The past few years when the Modified Tri-Track Series has hosted races at Monadnock Speedway, one name that tends to pop up is that of Ben Byrne. The Deerfield, Massachusetts racer often challenging the major drivers of the Northeast with their Open-rules engines, with his No. 6 Modified and its NHSTRA-rules crate engine.
When the NHSTRA Modifieds were announced to be showcased in 2022 in the new Whitcomb 5 Series at the four New Hampshire Short Track Racing Association venues, many expected Byrne to be a winner and therefore title contender; and that’s exactly what he did, albeit up the road from Monadnock at Claremont Motorsports Park in the second of the three races run on the five-race schedule.
Byrne’s June win at Claremont, along with Todd Patnode’s in April at Monadnock, and Sam Rameau’s last time out at Lee USA Speedway, has locked all three into contention for the Whitcomb 5 championship which will be decided at Monadnock in September. They will be in a group of five drivers who will race within the season-finale race in a NASCAR finale-style showdown.
Before then is race number four at Hudson Speedway this Sunday, August 14. Should a fourth different winner take the day, the fifth driver in will clamber into the title fight on points earned over the first four races. But, a repeat winner would mean two drivers having to get in by the skin of their teeth on points instead.
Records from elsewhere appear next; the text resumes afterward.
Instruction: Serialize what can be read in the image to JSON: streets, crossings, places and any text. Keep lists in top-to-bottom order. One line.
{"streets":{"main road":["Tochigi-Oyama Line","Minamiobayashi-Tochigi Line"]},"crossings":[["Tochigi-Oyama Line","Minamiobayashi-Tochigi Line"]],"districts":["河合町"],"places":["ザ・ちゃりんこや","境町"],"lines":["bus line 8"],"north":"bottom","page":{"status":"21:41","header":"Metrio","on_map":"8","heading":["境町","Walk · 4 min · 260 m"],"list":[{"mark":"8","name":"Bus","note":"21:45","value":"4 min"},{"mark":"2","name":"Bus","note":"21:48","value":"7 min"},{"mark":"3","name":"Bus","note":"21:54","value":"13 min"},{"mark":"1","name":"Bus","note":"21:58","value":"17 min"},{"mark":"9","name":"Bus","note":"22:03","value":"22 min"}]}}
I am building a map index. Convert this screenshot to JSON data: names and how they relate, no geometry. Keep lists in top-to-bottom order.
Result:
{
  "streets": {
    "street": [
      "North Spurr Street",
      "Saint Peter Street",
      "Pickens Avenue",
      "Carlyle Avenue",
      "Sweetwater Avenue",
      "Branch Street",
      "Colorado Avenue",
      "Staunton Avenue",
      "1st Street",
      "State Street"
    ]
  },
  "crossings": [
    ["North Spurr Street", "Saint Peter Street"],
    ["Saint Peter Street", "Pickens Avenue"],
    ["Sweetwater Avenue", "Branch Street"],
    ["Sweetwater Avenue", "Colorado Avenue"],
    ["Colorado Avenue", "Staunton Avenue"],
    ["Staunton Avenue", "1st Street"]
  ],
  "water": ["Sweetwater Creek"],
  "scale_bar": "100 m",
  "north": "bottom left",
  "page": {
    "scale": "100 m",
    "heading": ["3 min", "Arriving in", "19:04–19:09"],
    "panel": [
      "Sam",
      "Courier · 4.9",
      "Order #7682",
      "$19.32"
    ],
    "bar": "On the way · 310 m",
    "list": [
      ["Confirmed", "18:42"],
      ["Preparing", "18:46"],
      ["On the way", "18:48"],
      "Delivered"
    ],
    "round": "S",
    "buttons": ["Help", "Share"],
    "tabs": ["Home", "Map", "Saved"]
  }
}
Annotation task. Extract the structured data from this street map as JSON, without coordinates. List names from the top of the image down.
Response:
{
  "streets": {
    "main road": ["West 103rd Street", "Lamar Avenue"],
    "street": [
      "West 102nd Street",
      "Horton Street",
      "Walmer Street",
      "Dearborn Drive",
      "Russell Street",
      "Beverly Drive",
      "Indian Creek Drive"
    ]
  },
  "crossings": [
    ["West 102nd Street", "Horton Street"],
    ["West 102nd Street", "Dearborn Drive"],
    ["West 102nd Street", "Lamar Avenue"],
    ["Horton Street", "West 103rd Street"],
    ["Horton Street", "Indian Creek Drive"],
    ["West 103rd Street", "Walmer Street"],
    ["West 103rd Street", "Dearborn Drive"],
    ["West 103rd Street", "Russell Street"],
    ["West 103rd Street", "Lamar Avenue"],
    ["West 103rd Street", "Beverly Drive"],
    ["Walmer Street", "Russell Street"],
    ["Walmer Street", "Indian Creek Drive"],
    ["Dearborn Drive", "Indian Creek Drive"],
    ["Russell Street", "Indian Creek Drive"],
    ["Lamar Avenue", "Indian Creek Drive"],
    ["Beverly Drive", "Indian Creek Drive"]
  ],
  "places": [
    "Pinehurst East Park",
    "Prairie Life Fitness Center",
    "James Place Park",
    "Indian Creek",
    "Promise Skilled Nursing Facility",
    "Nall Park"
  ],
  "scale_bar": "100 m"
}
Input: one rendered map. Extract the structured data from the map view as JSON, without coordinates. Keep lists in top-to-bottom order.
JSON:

Naturally, Byrne wants to be the first to repeat. But, he knows that a lot of work is ahead for the No. 6 camp. Hudson is not a part of his stomping grounds, but it is a trip east that he is excited about, especially with the improved state Hudson has shown the past few years under the ownership of Ben Bosowski.
“Looking forward to getting out there, we’ve only run there twice now since they started the NHSTRA races. It’ll be a bit of a challenge getting the suspension sorted out, but it’s a fun little track, and I like it. They’re doing a helluva a job over there, it’s seeing better days now with all the improvements they’ve made. Same with all the NHSTRA tracks, putting money and time into them,” Byrne told Racing America.
Other than being another rough and tough quarter-mile oval, Hudson and Byrne’s home track of Monadnock don’t have much in common. Adjusting will be critical, not just to the track, but the 125-lap distance that he is still getting accustomed to.
“Setup is the biggest challenge. The rhythm is all right and I think we can the groove and all that stuff sorted out. I just need a car underneath me that can go 125 laps without burning the rear tires off.”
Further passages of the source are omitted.